(Dataset entries)

________________________

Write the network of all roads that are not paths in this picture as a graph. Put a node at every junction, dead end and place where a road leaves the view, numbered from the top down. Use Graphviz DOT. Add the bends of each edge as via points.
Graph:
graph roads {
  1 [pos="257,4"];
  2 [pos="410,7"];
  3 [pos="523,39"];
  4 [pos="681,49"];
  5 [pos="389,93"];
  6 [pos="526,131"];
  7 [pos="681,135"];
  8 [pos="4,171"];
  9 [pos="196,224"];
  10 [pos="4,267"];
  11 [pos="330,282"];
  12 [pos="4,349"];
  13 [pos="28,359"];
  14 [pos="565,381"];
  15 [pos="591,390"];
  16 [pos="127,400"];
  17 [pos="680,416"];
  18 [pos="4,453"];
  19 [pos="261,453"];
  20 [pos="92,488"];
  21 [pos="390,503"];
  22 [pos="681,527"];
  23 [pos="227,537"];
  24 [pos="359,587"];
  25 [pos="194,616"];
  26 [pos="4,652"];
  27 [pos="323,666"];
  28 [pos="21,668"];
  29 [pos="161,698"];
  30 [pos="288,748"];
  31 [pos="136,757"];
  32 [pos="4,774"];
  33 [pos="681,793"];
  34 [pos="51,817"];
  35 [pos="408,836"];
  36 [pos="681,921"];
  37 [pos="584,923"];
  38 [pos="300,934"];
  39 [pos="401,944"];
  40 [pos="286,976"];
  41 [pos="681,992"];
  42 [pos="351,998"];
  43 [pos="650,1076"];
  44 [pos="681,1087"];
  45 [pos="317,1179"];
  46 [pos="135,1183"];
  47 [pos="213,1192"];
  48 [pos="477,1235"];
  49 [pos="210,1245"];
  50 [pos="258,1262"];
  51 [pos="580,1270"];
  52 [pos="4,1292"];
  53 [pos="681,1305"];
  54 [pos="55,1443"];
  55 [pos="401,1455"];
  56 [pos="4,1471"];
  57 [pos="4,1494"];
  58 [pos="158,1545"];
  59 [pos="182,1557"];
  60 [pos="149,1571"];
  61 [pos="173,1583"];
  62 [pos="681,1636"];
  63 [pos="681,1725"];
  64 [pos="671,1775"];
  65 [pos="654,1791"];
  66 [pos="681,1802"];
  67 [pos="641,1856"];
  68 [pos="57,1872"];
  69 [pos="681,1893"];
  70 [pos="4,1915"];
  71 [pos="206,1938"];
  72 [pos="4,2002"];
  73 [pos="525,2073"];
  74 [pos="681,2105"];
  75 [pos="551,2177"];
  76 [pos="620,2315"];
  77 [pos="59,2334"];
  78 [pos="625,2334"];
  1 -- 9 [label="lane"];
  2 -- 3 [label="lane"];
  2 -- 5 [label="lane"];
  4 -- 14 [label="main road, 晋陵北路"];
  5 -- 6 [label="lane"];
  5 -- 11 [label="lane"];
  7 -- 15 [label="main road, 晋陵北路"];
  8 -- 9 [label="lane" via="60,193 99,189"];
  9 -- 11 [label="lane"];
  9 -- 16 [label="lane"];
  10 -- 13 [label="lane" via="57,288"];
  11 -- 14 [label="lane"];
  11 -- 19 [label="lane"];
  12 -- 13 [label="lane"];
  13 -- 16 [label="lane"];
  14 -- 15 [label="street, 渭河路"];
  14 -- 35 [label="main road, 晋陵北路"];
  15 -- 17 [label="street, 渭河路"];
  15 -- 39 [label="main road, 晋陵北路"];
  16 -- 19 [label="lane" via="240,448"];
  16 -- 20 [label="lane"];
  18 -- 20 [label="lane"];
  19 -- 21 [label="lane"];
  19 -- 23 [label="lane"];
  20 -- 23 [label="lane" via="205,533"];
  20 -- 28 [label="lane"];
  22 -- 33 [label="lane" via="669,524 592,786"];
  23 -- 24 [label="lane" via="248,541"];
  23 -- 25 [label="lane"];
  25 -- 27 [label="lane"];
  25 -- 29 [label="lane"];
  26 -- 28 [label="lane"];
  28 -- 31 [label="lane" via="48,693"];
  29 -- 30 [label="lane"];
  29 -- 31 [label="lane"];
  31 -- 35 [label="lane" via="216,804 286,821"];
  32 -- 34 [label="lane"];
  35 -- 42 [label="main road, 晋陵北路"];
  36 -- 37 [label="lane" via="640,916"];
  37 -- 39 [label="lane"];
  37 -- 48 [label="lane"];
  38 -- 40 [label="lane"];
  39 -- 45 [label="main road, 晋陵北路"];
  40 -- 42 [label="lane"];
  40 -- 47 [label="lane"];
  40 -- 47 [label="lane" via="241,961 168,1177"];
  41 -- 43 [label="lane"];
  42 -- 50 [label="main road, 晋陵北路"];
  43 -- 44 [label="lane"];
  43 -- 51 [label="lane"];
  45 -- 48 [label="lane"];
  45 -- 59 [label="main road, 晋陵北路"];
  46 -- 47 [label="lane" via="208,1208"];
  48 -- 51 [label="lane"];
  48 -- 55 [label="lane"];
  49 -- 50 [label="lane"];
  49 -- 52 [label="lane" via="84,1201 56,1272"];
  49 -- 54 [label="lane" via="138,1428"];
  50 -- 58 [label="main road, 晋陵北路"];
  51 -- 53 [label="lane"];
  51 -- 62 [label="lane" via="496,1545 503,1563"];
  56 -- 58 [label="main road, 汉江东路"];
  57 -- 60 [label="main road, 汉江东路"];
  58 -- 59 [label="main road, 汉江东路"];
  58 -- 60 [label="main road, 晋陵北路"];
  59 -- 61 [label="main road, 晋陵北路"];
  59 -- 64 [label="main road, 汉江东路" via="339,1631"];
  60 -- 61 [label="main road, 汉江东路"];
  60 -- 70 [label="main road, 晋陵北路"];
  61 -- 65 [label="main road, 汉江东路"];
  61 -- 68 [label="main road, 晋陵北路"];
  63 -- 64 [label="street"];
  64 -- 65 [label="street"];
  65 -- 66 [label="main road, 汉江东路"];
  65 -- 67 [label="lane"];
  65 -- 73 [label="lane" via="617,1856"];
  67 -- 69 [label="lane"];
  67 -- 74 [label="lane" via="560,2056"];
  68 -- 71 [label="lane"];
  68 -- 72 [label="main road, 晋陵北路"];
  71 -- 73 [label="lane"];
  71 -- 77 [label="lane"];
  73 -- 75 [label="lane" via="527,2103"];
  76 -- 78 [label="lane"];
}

________________________

- [Try it] Your reply should consist solely of the number of lines above that contain the word "roads".

- [Solution] 2